● REQUIREMENT
Give the data again exactly as it is written.

● SUPPLIED DATA
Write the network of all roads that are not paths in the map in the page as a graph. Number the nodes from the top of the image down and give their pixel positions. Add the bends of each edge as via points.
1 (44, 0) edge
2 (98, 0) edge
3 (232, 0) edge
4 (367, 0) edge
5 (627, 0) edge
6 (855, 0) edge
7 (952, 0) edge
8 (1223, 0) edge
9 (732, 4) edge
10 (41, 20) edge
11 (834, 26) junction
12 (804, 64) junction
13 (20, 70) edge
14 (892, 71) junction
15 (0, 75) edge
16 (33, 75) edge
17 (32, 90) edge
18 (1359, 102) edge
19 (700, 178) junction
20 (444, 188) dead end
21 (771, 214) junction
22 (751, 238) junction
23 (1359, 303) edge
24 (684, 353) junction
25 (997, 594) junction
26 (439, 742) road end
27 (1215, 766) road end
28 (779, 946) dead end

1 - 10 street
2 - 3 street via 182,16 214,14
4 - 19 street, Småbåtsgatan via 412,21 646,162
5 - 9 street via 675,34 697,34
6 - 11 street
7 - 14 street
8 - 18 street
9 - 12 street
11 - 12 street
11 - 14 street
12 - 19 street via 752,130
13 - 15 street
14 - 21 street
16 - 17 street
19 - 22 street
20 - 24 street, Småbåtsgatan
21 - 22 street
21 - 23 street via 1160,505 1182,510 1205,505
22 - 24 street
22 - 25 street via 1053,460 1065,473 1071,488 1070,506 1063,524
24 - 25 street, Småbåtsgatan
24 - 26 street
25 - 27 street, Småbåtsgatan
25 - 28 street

● EXERCISE OUTPUT
Write the network of all roads that are not paths in the map in the page as a graph. Number the nodes from the top of the image down and give their pixel positions. Add the bends of each edge as via points.
1 (44, 0) edge
2 (98, 0) edge
3 (232, 0) edge
4 (367, 0) edge
5 (627, 0) edge
6 (855, 0) edge
7 (952, 0) edge
8 (1223, 0) edge
9 (732, 4) edge
10 (41, 20) edge
11 (834, 26) junction
12 (804, 64) junction
13 (20, 70) edge
14 (892, 71) junction
15 (0, 75) edge
16 (33, 75) edge
17 (32, 90) edge
18 (1359, 102) edge
19 (700, 178) junction
20 (444, 188) dead end
21 (771, 214) junction
22 (751, 238) junction
23 (1359, 303) edge
24 (684, 353) junction
25 (997, 594) junction
26 (439, 742) road end
27 (1215, 766) road end
28 (779, 946) dead end

1 - 10 street
2 - 3 street via 182,16 214,14
4 - 19 street, Småbåtsgatan via 412,21 646,162
5 - 9 street via 675,34 697,34
6 - 11 street
7 - 14 street
8 - 18 street
9 - 12 street
11 - 12 street
11 - 14 street
12 - 19 street via 752,130
13 - 15 street
14 - 21 street
16 - 17 street
19 - 22 street
20 - 24 street, Småbåtsgatan
21 - 22 street
21 - 23 street via 1160,505 1182,510 1205,505
22 - 24 street
22 - 25 street via 1053,460 1065,473 1071,488 1070,506 1063,524
24 - 25 street, Småbåtsgatan
24 - 26 street
25 - 27 street, Småbåtsgatan
25 - 28 street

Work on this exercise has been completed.